Your answer should consist of the lines holding "Felicio", copied from the material below.
[Opening GIVEN RECORDS section]
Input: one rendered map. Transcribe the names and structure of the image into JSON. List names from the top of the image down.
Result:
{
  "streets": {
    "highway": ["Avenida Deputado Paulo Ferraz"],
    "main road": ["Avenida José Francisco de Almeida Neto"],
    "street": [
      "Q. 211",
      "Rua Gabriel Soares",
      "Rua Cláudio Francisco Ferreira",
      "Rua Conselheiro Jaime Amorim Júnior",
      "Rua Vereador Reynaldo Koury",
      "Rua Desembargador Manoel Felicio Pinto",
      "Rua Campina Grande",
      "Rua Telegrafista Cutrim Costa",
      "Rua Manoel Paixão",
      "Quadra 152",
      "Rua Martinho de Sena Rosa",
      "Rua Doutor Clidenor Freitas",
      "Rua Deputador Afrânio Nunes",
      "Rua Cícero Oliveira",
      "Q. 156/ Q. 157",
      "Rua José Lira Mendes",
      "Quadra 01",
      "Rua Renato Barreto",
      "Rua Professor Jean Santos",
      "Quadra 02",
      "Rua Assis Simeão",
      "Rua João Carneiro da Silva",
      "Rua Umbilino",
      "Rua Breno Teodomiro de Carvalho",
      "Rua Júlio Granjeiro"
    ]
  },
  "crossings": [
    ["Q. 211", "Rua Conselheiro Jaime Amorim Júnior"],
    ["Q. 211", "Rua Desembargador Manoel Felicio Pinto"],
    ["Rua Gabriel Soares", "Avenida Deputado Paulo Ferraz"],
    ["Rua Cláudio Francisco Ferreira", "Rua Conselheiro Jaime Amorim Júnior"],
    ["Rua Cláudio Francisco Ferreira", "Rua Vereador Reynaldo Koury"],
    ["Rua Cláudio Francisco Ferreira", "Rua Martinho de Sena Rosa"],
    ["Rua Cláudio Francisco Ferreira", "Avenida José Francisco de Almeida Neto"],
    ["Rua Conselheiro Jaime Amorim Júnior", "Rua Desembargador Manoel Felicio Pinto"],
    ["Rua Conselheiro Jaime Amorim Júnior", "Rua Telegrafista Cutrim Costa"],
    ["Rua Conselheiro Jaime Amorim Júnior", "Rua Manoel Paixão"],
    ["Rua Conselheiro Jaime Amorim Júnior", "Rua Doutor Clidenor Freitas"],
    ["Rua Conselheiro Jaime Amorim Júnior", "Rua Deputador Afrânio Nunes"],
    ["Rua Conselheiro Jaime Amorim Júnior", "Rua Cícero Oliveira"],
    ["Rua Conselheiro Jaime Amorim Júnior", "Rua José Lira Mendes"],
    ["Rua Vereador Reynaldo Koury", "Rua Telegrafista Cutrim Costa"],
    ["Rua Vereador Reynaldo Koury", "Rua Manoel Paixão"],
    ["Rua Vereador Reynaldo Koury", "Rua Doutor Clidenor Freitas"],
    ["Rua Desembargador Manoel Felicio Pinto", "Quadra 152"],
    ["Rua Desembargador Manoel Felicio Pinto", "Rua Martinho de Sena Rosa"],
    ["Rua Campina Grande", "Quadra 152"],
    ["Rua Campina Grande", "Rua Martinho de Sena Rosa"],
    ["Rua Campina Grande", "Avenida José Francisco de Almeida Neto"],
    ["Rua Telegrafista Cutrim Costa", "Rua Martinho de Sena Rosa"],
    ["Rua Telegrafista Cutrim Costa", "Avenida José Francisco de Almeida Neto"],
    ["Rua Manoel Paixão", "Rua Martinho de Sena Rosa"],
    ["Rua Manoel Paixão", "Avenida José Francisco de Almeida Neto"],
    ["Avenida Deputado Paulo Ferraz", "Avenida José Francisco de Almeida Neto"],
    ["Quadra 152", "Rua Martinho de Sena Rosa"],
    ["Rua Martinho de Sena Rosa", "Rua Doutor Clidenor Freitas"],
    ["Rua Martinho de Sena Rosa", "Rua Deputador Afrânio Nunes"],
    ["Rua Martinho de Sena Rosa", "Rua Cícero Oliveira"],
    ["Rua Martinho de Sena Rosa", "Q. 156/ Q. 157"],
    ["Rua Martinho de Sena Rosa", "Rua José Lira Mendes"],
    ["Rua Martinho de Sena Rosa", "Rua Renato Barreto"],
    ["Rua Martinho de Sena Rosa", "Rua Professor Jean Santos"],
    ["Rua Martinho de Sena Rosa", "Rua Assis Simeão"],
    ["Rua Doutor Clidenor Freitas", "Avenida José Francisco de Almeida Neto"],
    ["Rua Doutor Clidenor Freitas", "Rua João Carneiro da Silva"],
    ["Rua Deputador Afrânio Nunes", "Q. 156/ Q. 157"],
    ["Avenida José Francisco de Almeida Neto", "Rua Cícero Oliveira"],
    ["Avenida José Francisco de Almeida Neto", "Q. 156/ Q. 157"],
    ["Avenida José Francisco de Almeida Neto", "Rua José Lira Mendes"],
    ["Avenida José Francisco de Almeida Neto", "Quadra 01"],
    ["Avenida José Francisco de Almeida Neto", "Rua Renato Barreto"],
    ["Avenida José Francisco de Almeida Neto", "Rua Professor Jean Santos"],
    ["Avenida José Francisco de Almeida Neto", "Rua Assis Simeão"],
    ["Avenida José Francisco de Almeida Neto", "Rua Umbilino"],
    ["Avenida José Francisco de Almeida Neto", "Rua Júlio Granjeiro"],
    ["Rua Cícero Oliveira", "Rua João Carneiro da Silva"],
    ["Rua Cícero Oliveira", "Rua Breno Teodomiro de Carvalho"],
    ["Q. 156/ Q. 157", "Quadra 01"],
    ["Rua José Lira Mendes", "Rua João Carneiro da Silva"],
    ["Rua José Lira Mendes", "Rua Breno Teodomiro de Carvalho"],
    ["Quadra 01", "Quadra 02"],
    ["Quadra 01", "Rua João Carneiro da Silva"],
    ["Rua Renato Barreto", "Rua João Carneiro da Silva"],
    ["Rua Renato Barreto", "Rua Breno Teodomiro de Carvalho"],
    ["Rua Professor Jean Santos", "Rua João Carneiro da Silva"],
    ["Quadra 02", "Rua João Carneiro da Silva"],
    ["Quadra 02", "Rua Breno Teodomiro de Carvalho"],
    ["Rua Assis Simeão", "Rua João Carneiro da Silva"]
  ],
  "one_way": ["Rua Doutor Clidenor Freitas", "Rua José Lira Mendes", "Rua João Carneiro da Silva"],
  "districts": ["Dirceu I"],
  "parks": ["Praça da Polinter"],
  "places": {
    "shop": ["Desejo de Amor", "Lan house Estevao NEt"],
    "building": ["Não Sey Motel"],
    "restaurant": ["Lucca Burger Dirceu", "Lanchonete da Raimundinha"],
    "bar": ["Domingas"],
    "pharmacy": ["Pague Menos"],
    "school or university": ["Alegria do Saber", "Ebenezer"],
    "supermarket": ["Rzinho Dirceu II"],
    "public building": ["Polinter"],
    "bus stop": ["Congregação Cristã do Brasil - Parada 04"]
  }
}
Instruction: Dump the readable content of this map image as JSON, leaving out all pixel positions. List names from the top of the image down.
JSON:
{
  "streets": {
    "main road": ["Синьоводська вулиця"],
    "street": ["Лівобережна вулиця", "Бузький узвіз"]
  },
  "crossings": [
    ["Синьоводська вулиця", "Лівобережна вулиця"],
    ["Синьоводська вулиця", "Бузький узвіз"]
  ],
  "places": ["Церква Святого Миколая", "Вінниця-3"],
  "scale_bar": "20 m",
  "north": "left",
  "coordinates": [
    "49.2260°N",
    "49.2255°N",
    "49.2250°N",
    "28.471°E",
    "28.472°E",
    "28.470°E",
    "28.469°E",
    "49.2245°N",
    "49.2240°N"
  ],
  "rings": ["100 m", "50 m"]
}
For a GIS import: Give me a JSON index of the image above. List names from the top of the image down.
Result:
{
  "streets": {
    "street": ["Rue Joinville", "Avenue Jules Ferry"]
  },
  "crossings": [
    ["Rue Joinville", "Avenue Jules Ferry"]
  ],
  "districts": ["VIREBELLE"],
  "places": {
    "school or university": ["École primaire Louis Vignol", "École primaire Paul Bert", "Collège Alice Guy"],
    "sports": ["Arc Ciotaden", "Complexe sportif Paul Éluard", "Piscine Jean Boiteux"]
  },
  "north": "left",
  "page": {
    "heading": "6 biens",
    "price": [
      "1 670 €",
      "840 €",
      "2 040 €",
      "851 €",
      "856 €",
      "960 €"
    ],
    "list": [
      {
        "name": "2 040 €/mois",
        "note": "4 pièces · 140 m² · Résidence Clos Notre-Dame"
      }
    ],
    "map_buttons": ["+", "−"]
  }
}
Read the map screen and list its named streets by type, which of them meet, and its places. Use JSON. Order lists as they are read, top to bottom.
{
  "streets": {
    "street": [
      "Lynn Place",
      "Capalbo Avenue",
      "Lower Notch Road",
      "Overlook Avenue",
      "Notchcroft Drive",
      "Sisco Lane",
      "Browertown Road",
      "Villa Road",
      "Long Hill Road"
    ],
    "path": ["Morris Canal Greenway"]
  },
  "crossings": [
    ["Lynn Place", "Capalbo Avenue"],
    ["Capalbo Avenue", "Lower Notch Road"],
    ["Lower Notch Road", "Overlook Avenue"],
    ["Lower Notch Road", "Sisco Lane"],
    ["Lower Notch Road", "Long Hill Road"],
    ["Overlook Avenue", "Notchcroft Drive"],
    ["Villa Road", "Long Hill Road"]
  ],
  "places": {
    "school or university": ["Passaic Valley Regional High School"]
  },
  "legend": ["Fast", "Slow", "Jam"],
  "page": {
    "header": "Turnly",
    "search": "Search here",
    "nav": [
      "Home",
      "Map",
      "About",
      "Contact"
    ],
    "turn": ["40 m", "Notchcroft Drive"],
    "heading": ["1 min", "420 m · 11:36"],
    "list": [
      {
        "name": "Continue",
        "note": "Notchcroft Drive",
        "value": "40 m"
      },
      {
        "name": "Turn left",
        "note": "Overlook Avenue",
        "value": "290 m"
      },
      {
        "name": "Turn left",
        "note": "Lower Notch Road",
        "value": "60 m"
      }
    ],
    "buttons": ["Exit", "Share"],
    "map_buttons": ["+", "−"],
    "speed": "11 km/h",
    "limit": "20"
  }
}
[Closing GIVEN RECORDS section]
## SOLUTION BELOW
      "Rua Desembargador Manoel Felicio Pinto",
    ["Q. 211", "Rua Desembargador Manoel Felicio Pinto"],
    ["Rua Conselheiro Jaime Amorim Júnior", "Rua Desembargador Manoel Felicio Pinto"],
    ["Rua Desembargador Manoel Felicio Pinto", "Quadra 152"],
    ["Rua Desembargador Manoel Felicio Pinto", "Rua Martinho de Sena Rosa"],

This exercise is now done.